Kyle on Antiques: Do you know Bill?

Q I’ve admired this 10-inch by 24-inch print since I was a child. It was lost in my mother’s things until it recently reappeared. It was copyright in 1909 by Edward Gross, New York. It is titled “Bill” by Pearle Eugenia. Do you know anything about it? J.P. – Metamora, Ind.

A Your color print of the pretty early 20th century lady is typical of that era. There were a number of American artists who specialized in such portraits of lovely ladies; however, I’m not familiar with the artist of this piece. Unfortunately there is a major stain right across the face of this lady and that pretty much destroys any collector value. I suspect it would be very difficult to restore it.
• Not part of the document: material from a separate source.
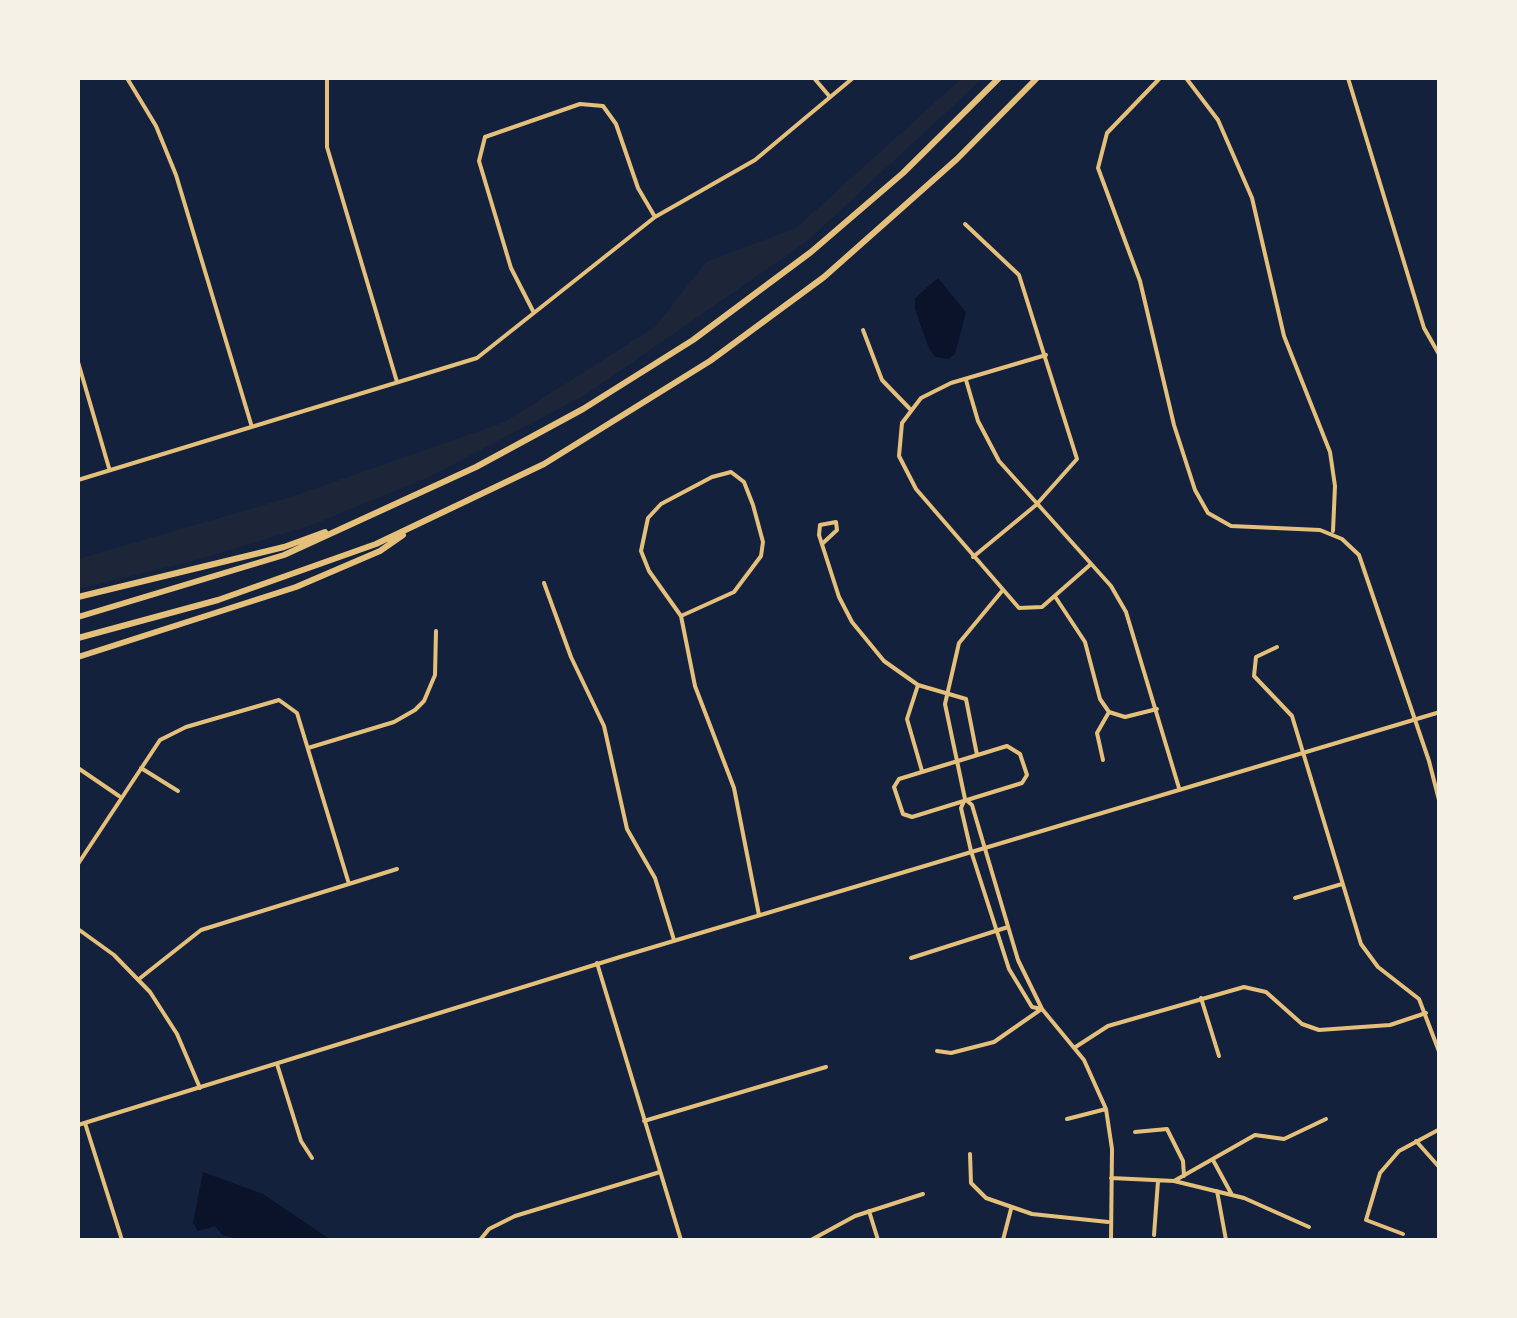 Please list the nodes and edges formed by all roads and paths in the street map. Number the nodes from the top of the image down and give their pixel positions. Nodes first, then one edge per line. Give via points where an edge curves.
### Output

Q I love your column. I hope you can help me date and identify this piece of Meissen that I purchased at auction a couple weeks ago. The piece was catalogued Meissen, but have no numbers or other markings on the bottom. – C.J., Edwardsville, Ill.

A Your figural group featuring a Scottish huntsman blowing his horn is a bit of a mystery to me. Even though it carries a blue “crossed swords” mark typical of Meissen German pieces, the overall quality just does not seem to match 19th century Meissen figurines I have seen. The theme of the hunter and the large tree trunk vase is much more typical of English Staffordshire china figure groups. These were produced is dozens and dozens of designs between about 1840 and 1890. The famous pairs of seated “Spaniels” are probably the best-known examples. The thickness of the clay body and modeling just don’t say “Meissen” to me. In my research I have found some Staffordshire groups quite similar to this that dated from the 1890s. Since the Meissen “crossed swords” mark was copied by other German factories and is still in use I’m not sure this piece carries a true Meissen mark. It might have been applied at a later date, too. You don’t give the size of this piece but most Staffordshire groups are about 5 to 9 inches tall, but the similar example I saw is 12 inches tall. In top condition a Staffordshire figure group of this quality could be valued in the $500-$1,000 range.